Two of the most refined exponents of Afro Cuban music come to the Conga Room this week. Veteran trumpeter Jerry Gonzales leads his Fort Apache Band in two shows tonight. L.A.-based, Congo-raised Ricardo Lemvo (who plays Wednesday) is a relative newcomer, but his new album, “Sa~o Salvador,” is already a contender for tropical album of the year.

DANCE

The versatile performer-historians of American Repertory Dance Company add vintage works by Bella Lewitzky and Anna Sokolow to their extensive collection of modern dance revivals and reconstructions on Friday in Marsee Auditorium at El Camino College in Torrance. Completing the program: choreography by Helen Tamiris, Mary Wigman, Agnes de Mille Eve Gentry and Valerie Bettis.

JAZZ

Jazz singer Kitty Margolis, who will appear at El Camino College on Saturday, consistently stretches herself while keeping her music swinging and accessible. Her renditions of standards and originals are full of risks, surprises and good-natured humor.

VIDEO

Terence Stamp and Peter Fonda, two icons of the 1960s, star in Steven Soderbergh’s sublime dramatic thriller “The Limey.” Stamp is terrific as an ex-con, fresh from a prison term in England, who travels to L.A. to exact revenge for the murder of his daughter. Fonda plays the ultra-slick record producer who had an affair with Stamp’s daughter. Lesley Ann Warren also stars.

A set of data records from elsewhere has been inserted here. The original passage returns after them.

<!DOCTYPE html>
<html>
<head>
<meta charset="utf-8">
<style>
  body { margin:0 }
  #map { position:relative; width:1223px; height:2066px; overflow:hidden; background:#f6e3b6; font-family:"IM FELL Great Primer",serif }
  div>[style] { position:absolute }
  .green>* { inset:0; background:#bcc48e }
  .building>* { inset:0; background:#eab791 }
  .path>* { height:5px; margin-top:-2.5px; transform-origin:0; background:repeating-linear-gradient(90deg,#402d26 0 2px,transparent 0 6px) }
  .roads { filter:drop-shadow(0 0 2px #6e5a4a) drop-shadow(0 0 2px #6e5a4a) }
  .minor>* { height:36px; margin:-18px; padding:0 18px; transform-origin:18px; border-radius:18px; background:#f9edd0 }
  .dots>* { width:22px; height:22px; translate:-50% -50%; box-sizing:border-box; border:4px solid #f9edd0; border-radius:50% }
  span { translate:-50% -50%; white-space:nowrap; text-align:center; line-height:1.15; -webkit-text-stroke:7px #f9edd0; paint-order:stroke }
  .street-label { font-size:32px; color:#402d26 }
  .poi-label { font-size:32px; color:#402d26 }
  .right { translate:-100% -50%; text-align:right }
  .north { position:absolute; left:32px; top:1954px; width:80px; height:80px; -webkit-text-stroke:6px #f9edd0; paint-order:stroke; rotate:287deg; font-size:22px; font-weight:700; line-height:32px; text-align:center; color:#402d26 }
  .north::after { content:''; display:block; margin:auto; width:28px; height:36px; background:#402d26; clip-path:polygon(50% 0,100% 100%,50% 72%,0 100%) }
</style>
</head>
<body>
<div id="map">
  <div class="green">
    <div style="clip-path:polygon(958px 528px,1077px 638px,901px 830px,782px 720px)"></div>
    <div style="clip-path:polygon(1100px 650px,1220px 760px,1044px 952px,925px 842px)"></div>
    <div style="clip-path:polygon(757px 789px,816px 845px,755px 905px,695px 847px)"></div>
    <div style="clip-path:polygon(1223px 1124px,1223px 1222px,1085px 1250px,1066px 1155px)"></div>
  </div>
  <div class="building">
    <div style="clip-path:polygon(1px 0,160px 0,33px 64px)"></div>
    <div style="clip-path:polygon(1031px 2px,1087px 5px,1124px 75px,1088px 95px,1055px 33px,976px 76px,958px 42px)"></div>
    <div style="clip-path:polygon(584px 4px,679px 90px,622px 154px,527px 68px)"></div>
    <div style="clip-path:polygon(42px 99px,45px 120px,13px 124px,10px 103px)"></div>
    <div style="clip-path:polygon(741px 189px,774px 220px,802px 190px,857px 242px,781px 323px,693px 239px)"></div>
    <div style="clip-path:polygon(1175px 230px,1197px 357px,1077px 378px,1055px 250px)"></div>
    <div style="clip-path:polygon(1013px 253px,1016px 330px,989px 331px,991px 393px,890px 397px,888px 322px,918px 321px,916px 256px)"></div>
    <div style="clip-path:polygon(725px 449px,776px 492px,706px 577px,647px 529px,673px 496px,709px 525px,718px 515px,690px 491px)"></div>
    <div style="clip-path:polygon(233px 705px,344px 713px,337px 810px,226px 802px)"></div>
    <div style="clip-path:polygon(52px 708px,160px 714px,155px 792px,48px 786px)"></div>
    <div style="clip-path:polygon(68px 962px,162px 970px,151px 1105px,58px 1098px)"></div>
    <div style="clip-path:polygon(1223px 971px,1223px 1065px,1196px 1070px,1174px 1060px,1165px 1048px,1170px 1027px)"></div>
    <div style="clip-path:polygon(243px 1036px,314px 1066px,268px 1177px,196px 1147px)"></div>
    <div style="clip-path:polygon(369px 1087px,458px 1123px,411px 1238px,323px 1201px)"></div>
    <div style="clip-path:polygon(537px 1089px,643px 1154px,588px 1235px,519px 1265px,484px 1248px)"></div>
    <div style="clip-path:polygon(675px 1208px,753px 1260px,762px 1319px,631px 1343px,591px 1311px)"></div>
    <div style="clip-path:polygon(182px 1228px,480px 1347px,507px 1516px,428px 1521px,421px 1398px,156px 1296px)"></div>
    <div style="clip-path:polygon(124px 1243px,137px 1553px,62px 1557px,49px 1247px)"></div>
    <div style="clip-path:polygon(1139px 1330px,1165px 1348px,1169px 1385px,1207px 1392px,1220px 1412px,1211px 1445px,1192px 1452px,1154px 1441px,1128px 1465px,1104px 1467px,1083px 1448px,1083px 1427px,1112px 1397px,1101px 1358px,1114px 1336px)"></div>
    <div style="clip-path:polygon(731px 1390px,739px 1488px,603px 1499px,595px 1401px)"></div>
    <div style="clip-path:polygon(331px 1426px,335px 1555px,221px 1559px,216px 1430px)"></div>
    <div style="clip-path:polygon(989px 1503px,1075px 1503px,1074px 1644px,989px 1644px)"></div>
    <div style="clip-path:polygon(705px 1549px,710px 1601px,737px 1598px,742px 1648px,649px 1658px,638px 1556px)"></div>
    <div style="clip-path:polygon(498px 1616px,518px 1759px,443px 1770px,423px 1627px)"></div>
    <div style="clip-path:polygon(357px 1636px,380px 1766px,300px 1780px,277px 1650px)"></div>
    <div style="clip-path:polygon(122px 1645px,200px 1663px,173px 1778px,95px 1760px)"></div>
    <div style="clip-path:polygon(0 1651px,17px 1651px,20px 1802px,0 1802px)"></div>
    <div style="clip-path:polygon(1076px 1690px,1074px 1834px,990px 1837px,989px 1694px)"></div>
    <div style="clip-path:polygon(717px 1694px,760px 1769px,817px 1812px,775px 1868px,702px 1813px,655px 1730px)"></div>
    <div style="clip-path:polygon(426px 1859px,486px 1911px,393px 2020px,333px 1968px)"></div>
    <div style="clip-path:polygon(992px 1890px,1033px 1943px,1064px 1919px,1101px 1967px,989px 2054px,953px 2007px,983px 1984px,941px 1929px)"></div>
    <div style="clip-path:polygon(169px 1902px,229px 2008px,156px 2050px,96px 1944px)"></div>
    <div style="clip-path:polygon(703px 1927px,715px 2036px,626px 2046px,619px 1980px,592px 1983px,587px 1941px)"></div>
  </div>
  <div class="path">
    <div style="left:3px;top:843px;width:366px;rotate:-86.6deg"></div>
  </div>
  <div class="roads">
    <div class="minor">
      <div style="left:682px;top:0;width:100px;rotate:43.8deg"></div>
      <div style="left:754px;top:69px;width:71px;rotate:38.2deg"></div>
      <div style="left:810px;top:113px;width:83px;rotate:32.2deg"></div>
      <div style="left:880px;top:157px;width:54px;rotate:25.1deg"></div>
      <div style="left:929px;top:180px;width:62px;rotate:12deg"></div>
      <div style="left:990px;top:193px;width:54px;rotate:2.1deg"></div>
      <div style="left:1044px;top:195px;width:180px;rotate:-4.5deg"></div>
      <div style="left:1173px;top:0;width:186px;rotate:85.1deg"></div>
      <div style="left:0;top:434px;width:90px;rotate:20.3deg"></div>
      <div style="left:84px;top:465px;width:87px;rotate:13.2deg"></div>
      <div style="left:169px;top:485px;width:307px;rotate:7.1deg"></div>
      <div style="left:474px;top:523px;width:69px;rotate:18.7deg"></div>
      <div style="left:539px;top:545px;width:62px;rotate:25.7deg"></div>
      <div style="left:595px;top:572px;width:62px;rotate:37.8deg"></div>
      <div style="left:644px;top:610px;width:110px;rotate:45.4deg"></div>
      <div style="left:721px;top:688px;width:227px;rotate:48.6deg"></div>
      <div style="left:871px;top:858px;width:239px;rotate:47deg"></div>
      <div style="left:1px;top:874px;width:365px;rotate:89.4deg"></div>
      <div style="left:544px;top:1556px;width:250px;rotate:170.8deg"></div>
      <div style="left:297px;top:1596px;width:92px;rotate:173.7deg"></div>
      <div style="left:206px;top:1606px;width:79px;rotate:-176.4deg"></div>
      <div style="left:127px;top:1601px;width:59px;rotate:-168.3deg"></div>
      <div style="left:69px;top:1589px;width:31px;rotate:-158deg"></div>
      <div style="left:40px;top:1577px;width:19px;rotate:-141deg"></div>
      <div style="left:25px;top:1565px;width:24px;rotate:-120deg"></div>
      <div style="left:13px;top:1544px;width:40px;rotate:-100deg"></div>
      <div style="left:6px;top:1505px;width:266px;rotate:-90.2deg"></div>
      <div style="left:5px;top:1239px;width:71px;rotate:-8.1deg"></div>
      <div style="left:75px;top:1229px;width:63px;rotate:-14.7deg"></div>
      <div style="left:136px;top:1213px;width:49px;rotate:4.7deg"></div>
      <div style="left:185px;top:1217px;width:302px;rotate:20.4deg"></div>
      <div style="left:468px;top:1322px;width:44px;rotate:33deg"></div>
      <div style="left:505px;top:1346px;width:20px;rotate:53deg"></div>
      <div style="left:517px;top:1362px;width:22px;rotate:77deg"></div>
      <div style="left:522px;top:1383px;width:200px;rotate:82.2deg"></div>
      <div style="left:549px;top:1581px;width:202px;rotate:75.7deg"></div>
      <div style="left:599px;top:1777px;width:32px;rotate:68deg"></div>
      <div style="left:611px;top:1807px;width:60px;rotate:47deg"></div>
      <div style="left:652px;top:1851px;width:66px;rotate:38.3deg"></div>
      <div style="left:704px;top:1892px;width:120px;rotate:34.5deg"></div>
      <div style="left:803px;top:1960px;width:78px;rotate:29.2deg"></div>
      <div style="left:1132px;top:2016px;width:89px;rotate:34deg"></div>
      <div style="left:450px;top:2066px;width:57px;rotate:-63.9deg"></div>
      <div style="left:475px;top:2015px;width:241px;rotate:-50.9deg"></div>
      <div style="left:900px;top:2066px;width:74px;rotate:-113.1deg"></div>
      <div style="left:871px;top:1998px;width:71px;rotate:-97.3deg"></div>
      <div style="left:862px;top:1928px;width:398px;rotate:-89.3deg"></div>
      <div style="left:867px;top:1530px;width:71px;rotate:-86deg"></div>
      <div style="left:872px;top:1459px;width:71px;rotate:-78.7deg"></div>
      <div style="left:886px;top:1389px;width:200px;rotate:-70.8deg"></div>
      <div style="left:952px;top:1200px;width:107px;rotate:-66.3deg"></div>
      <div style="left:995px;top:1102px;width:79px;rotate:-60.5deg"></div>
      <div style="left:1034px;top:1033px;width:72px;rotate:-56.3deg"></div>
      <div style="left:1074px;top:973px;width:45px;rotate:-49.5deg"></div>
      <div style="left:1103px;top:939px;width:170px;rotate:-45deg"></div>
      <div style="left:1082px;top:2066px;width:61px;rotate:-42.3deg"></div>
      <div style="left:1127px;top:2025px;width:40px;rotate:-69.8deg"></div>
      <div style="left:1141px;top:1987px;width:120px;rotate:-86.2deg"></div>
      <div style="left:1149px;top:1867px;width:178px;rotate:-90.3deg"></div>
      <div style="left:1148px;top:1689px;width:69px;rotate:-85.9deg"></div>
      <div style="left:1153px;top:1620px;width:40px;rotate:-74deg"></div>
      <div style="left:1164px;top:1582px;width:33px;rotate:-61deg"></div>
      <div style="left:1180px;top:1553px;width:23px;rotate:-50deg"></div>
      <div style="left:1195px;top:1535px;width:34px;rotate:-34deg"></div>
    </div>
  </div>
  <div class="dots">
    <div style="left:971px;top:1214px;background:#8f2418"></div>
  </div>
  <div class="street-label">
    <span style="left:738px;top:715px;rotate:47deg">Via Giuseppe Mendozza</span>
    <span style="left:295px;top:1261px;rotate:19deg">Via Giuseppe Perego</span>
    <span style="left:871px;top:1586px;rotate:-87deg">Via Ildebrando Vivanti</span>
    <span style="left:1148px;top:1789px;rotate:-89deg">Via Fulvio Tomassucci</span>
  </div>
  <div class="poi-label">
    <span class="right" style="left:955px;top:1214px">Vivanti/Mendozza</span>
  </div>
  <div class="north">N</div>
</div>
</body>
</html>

Available Tuesday on video and DVD.

ART

More than 250 objects, including artworks, objects from daily life, jewelry, architectural elements, graphics and an interactive Web site will bring the Amarna Age (1353 BC to 1336 BC) to life in “Pharaohs of the Sun: Akhenaten, Nefertiti, and Tutankhamen,” opening today at the Los Angeles County Museum of Art.